RECORDS FOR THE EXERCISE –
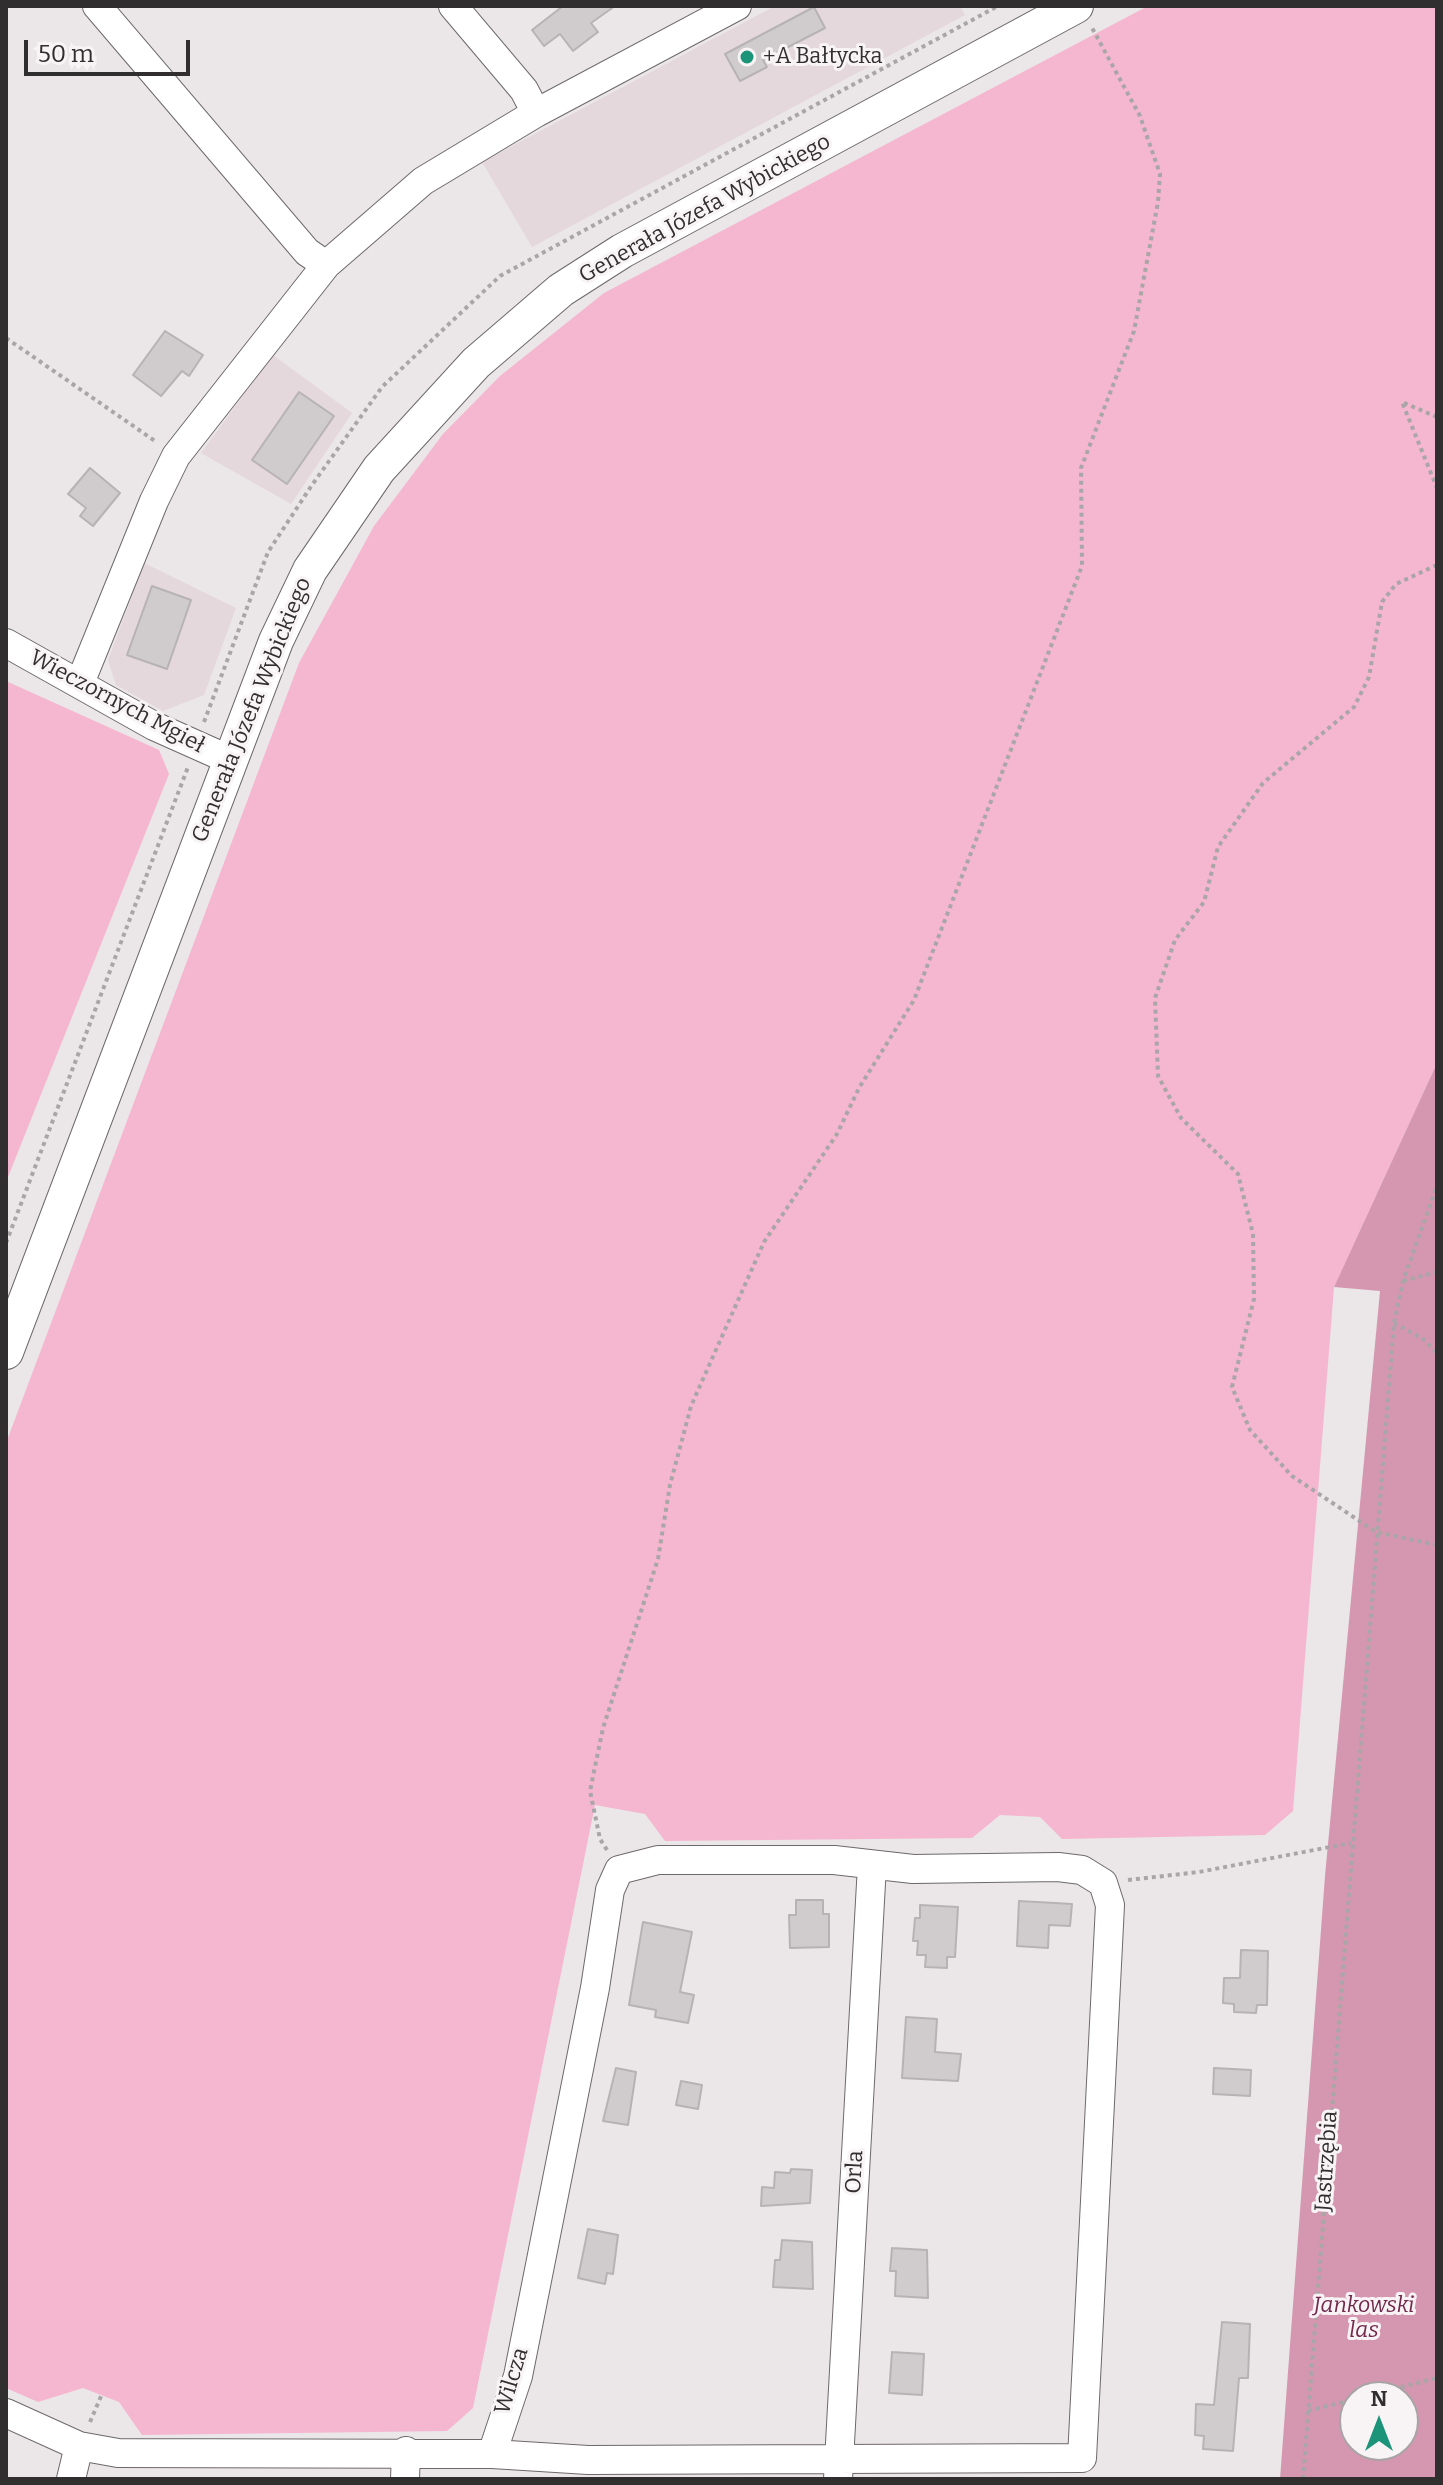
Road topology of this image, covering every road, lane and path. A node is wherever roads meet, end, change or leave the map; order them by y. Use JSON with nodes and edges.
{"nodes":[{"id":1,"x":97,"y":6,"type":"edge"},
{"id":2,"x":453,"y":6,"type":"edge"},
{"id":3,"x":737,"y":6,"type":"edge"},
{"id":4,"x":1082,"y":13,"type":"edge"},
{"id":5,"x":536,"y":113,"type":"junction"},
{"id":6,"x":326,"y":265,"type":"junction"},
{"id":7,"x":6,"y":338,"type":"edge"},
{"id":8,"x":1437,"y":417,"type":"edge"},
{"id":9,"x":176,"y":456,"type":"junction"},
{"id":10,"x":1437,"y":488,"type":"edge"},
{"id":11,"x":1437,"y":565,"type":"edge"},
{"id":12,"x":6,"y":643,"type":"edge"},
{"id":13,"x":80,"y":683,"type":"junction"},
{"id":14,"x":195,"y":747,"type":"junction"},
{"id":15,"x":228,"y":759,"type":"junction"},
{"id":16,"x":1437,"y":1186,"type":"edge"},
{"id":17,"x":6,"y":1243,"type":"edge"},
{"id":18,"x":1437,"y":1272,"type":"edge"},
{"id":19,"x":1403,"y":1281,"type":"junction"},
{"id":20,"x":1394,"y":1323,"type":"junction"},
{"id":21,"x":6,"y":1352,"type":"edge"},
{"id":22,"x":1437,"y":1353,"type":"edge"},
{"id":23,"x":1376,"y":1532,"type":"junction"},
{"id":24,"x":1437,"y":1545,"type":"edge"},
{"id":25,"x":1351,"y":1843,"type":"junction"},
{"id":26,"x":872,"y":1865,"type":"junction"},
{"id":27,"x":619,"y":1870,"type":"junction"},
{"id":28,"x":1103,"y":1883,"type":"junction"},
{"id":29,"x":102,"y":2394,"type":"dead end"},
{"id":30,"x":1339,"y":2403,"type":"edge"},
{"id":31,"x":1308,"y":2411,"type":"junction"},
{"id":32,"x":6,"y":2413,"type":"edge"},
{"id":33,"x":79,"y":2446,"type":"junction"},
{"id":34,"x":492,"y":2454,"type":"junction"},
{"id":35,"x":406,"y":2465,"type":"edge"},
{"id":36,"x":310,"y":2466,"type":"edge"},
{"id":37,"x":588,"y":2469,"type":"edge"},
{"id":38,"x":838,"y":2470,"type":"edge"},
{"id":39,"x":71,"y":2479,"type":"edge"},
{"id":40,"x":1303,"y":2479,"type":"edge"}],
"edges":[{"from":1,"to":6,"type":"street"},
{"from":2,"to":5,"type":"street"},
{"from":3,"to":5,"type":"street"},
{"from":4,"to":15,"type":"main road","name":"Generała Józefa Wybickiego"},
{"from":4,"to":27,"type":"path"},
{"from":5,"to":6,"type":"street"},
{"from":6,"to":9,"type":"street"},
{"from":7,"to":9,"type":"path"},
{"from":8,"to":10,"type":"path"},
{"from":9,"to":13,"type":"street"},
{"from":11,"to":23,"type":"path"},
{"from":12,"to":13,"type":"street","name":"Wieczornych Mgieł"},
{"from":13,"to":14,"type":"street","name":"Wieczornych Mgieł"},
{"from":14,"to":15,"type":"street","name":"Wieczornych Mgieł"},
{"from":14,"to":17,"type":"path"},
{"from":15,"to":21,"type":"main road","name":"Generała Józefa Wybickiego"},
{"from":16,"to":19,"type":"path","name":"Jastrzębia"},
{"from":18,"to":19,"type":"path"},
{"from":19,"to":20,"type":"path","name":"Jastrzębia"},
{"from":20,"to":22,"type":"path"},
{"from":20,"to":23,"type":"path","name":"Jastrzębia"},
{"from":23,"to":24,"type":"path"},
{"from":23,"to":25,"type":"path","name":"Jastrzębia"},
{"from":25,"to":28,"type":"path"},
{"from":25,"to":31,"type":"path","name":"Jastrzębia"},
{"from":26,"to":27,"type":"street"},
{"from":26,"to":28,"type":"street"},
{"from":26,"to":38,"type":"street","name":"Orla"},
{"from":27,"to":34,"type":"street","name":"Wilcza"},
{"from":28,"to":38,"type":"street"},
{"from":29,"to":33,"type":"path"},
{"from":30,"to":31,"type":"path"},
{"from":31,"to":40,"type":"path","name":"Jastrzębia"},
{"from":32,"to":33,"type":"street"},
{"from":33,"to":36,"type":"street"},
{"from":33,"to":39,"type":"street"},
{"from":34,"to":35,"type":"street"},
{"from":34,"to":37,"type":"street"},
{"from":35,"to":36,"type":"street"},
{"from":37,"to":38,"type":"street"}]}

YOUR ASSIGNMENT –
What are the lines of the data above that include the string "nodes"? Copy them.

RESPONSE TO THIS TASK –
Road topology of this image, covering every road, lane and path. A node is wherever roads meet, end, change or leave the map; order them by y. Use JSON with nodes and edges.
{"nodes":[{"id":1,"x":97,"y":6,"type":"edge"},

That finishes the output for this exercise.